EXTRACTED ENTRIES:
-*-

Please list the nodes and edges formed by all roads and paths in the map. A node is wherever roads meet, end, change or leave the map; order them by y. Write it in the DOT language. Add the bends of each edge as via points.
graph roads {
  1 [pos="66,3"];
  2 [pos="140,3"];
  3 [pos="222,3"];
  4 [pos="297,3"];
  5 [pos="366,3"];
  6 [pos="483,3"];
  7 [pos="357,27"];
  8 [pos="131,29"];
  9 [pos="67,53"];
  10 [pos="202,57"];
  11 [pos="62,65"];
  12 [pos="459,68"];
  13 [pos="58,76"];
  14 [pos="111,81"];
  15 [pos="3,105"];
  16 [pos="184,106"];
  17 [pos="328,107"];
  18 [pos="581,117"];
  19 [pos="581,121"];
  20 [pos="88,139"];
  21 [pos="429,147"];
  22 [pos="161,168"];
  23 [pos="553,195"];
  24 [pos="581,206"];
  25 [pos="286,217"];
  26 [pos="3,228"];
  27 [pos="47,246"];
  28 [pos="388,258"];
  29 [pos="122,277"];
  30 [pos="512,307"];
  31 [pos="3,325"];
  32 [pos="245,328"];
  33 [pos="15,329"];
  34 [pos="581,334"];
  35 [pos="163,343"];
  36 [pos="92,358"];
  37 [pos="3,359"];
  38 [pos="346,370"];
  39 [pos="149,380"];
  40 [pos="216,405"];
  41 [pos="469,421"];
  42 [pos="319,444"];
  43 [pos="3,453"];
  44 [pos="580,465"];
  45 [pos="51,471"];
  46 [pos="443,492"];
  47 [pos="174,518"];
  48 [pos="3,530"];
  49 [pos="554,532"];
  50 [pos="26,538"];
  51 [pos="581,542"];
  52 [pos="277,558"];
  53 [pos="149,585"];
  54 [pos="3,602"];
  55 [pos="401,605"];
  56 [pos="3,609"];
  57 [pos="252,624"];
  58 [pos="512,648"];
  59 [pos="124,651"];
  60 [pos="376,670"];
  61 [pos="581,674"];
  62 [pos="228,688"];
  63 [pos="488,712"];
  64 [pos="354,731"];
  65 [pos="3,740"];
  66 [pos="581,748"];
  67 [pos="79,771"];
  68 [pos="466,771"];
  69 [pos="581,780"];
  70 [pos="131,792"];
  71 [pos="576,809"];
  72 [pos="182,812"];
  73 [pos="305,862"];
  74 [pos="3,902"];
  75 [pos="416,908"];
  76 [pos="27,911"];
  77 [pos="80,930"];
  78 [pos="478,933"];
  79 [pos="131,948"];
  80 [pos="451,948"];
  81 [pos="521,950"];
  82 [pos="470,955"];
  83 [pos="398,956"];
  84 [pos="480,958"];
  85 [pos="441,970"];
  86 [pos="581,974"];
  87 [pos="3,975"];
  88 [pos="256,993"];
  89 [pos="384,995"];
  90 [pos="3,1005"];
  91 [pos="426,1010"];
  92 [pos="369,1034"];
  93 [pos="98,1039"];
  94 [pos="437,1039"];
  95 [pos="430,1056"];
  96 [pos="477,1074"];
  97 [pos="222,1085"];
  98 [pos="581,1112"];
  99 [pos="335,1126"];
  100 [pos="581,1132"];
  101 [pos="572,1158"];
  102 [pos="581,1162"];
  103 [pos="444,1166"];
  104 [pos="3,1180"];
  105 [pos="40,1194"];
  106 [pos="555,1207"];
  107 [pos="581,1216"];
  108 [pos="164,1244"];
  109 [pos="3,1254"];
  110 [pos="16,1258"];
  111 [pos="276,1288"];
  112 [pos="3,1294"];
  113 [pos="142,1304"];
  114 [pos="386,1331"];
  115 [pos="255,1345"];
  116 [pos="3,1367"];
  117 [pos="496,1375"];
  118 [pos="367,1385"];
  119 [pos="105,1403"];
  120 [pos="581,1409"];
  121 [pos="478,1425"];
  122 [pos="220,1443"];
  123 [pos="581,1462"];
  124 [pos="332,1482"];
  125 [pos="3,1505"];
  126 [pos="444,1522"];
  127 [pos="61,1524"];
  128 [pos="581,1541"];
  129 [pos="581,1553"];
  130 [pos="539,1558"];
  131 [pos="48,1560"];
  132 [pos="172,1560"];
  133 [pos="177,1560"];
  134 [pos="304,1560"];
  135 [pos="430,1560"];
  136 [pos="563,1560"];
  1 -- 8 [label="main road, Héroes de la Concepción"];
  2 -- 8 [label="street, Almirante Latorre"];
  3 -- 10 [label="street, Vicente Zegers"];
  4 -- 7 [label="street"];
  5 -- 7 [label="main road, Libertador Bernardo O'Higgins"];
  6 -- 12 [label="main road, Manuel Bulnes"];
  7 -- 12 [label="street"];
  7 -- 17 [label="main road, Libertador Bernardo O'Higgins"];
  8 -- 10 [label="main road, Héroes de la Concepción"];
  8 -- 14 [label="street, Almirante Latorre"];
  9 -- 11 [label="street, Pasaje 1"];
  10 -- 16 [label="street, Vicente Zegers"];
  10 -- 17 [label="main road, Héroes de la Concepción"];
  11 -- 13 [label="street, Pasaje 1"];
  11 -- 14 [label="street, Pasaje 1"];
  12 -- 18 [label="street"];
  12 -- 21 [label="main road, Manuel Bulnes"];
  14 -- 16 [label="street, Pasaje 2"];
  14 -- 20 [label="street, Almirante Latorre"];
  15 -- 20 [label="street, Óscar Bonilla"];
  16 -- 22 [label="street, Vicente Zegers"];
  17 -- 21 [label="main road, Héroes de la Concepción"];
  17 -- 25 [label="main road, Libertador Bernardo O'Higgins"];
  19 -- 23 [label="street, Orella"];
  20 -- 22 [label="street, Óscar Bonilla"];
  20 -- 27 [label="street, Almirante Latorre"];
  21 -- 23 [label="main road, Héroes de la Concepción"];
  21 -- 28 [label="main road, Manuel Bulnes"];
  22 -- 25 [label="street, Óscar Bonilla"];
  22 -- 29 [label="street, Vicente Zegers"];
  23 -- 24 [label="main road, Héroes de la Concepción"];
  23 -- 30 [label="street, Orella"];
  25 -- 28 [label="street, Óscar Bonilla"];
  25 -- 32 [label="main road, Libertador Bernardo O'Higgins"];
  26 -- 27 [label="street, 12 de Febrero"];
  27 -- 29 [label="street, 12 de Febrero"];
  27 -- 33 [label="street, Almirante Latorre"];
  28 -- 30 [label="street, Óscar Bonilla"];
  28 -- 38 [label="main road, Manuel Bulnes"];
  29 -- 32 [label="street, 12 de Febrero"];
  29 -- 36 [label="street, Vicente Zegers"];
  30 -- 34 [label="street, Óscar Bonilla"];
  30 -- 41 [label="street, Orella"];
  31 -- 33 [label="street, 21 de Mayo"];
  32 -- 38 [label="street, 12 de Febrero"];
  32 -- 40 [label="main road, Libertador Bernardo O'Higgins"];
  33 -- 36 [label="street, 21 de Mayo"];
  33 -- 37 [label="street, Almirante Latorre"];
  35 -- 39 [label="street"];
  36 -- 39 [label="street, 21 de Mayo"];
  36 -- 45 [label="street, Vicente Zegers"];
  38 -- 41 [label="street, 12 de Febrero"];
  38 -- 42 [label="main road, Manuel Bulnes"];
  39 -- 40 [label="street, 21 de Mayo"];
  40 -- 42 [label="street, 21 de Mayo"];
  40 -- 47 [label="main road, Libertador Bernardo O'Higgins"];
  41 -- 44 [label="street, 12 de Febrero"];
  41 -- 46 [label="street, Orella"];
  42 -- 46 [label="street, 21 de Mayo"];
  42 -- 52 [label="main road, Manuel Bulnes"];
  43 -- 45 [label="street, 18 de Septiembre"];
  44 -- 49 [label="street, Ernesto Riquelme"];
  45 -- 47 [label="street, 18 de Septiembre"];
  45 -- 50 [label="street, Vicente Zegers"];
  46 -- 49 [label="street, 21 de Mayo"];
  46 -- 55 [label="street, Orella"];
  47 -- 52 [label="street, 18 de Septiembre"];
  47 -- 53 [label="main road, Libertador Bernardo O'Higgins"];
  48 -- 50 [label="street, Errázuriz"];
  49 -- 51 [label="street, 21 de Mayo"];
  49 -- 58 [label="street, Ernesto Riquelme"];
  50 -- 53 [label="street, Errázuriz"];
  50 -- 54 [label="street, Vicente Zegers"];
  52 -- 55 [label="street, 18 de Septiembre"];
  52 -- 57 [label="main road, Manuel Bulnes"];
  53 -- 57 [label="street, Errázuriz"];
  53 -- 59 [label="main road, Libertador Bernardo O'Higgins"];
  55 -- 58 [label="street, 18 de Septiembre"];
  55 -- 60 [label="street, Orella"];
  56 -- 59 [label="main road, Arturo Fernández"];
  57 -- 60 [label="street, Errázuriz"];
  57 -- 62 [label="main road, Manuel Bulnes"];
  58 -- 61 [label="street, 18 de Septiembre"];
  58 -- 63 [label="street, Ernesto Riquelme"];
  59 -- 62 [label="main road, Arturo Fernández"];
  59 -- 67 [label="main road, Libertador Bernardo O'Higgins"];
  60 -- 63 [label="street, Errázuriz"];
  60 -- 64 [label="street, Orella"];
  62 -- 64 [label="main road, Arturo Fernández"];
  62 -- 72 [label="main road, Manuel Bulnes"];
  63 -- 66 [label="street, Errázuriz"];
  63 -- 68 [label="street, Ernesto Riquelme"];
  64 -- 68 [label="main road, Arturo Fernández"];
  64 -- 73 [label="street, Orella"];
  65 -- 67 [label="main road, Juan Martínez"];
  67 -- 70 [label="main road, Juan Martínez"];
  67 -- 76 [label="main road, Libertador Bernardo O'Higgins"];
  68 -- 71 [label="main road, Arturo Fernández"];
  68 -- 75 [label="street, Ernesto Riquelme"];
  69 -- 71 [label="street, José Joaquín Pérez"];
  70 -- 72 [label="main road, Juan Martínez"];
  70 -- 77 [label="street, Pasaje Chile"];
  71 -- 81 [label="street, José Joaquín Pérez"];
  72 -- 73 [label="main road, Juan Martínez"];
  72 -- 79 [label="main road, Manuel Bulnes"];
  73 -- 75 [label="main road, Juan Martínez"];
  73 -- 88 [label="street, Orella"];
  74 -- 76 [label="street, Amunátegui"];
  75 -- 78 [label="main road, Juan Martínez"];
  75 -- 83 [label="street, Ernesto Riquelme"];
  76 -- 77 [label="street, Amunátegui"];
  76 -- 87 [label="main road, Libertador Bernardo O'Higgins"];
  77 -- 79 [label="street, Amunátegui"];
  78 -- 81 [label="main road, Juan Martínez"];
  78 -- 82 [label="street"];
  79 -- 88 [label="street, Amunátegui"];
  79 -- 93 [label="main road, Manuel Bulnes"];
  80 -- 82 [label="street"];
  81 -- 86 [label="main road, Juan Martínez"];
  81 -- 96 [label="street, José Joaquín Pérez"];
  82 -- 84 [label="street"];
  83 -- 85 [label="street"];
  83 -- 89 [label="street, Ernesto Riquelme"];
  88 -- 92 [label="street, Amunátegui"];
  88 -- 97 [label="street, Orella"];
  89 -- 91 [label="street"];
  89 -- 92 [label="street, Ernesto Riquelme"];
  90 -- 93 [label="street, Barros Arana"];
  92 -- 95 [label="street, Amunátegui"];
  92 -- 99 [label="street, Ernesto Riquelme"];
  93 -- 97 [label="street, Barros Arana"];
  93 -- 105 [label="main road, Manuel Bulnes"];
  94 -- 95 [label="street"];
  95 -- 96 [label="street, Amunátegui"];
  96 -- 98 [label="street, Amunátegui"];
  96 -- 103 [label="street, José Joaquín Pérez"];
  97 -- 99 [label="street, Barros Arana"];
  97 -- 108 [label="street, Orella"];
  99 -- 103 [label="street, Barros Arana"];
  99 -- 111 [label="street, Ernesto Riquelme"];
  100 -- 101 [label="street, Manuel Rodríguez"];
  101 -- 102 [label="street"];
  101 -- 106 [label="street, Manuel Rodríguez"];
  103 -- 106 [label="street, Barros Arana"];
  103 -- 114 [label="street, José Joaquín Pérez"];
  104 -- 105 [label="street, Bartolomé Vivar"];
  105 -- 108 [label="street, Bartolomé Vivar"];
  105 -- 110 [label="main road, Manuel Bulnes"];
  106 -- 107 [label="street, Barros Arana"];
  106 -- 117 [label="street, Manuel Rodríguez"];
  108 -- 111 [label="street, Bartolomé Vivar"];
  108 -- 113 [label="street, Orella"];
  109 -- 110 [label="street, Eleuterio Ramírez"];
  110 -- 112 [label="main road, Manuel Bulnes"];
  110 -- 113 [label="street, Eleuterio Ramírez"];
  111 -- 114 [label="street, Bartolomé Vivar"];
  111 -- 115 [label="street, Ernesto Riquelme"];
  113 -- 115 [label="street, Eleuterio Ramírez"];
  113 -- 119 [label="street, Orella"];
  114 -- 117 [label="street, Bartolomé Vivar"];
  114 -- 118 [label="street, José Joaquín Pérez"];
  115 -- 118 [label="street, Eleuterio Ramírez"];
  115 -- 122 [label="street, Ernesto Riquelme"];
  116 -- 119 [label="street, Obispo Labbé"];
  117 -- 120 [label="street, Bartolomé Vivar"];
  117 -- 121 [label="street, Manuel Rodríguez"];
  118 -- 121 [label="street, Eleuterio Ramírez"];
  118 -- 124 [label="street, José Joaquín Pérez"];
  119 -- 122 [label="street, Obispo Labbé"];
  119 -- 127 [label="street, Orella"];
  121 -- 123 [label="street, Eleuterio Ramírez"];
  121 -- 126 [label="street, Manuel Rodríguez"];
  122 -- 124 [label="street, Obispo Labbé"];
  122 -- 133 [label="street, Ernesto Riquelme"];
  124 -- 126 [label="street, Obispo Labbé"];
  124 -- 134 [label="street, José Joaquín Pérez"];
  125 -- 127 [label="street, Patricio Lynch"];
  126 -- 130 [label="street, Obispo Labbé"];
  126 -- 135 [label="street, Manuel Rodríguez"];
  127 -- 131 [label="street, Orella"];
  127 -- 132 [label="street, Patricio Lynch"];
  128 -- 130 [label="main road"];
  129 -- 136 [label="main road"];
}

-*-

YOUR OBJECTIVE:
In the material above, find the lines that contain "Labbé" and show them.

OUTPUT OF THE EXERCISE:
  116 -- 119 [label="street, Obispo Labbé"];
  119 -- 122 [label="street, Obispo Labbé"];
  122 -- 124 [label="street, Obispo Labbé"];
  124 -- 126 [label="street, Obispo Labbé"];
  126 -- 130 [label="street, Obispo Labbé"];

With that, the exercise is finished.